The plan does not approve or deny procedures, services, testing, or equipment for our members. Our decisions concern coverage only. The decision of whether or not to have a certain test, treatment or procedure is one made between the physician and his/her patient. The plan administers benefits based on the member’s contract and corporate medical policies. Physicians should always exercise their best medical judgment in providing the care they feel is most appropriate for their patients.
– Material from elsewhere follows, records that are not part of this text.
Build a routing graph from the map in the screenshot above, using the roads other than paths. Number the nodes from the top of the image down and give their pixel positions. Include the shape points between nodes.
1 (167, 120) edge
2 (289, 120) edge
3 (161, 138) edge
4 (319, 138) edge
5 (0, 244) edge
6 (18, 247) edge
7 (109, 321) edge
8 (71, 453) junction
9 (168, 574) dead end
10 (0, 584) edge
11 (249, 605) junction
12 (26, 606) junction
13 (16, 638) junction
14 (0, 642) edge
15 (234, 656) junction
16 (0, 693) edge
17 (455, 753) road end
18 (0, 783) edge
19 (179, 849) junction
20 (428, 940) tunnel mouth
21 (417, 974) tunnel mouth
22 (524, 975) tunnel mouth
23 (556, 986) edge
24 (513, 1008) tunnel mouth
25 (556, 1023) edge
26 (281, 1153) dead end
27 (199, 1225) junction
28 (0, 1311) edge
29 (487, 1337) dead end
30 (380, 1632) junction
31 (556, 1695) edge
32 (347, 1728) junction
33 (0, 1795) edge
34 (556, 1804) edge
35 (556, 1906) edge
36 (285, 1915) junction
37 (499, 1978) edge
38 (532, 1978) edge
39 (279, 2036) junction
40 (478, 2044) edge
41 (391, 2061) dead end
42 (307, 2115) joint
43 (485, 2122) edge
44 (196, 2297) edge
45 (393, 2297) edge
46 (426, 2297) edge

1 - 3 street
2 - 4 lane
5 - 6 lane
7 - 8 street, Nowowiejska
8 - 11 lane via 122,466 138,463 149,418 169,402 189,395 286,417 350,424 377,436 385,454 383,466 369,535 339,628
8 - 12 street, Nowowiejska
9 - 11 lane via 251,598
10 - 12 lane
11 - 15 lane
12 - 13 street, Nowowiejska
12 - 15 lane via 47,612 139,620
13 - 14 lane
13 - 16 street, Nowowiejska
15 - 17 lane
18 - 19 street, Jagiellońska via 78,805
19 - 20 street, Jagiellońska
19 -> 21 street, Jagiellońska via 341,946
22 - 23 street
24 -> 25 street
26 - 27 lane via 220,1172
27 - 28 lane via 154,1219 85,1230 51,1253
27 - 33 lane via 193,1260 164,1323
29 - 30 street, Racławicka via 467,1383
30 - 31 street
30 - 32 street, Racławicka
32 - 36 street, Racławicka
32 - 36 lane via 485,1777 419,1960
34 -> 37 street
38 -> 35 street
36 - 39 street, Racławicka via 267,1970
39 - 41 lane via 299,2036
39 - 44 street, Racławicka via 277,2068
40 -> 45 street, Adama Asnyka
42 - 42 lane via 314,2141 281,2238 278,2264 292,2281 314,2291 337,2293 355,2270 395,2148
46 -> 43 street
Needed care should not be delayed or refused because of a coverage determination.

As a general rule, benefits are payable under health plans only in cases of medical necessity and only if services or supplies are not investigational, provided the customer group contracts have such coverage.

The following Association Technology Evaluation Criteria must be met for a service/supply to be considered for coverage:

1. The technology must have final approval from the appropriate government regulatory bodies;

2. The scientific evidence must permit conclusions concerning the effect of the technology on health outcomes;

3. The technology must improve the net health outcome;

4. The technology must be as beneficial as any established alternatives;

5. The improvement must be attainable outside the investigational setting.

Medical Necessity means that health care services (e.g., procedures, treatments, supplies, devices, equipment, facilities or drugs) that a physician, exercising prudent clinical judgment, would provide to a patient for the purpose of preventing, evaluating, diagnosing or treating an illness, injury or disease or its symptoms, and that are:

1. In accordance with generally accepted standards of medical practice; and

2. Clinically appropriate in terms of type, frequency, extent, site and duration and considered effective for the patient’s illness, injury or disease; and

3. Not primarily for the convenience of the patient, physician or other health care provider; and

4. Not more costly than an alternative service or sequence of services at least as likely to produce equivalent therapeutic or diagnostic results as to the diagnosis or treatment of that patient’s illness, injury or disease.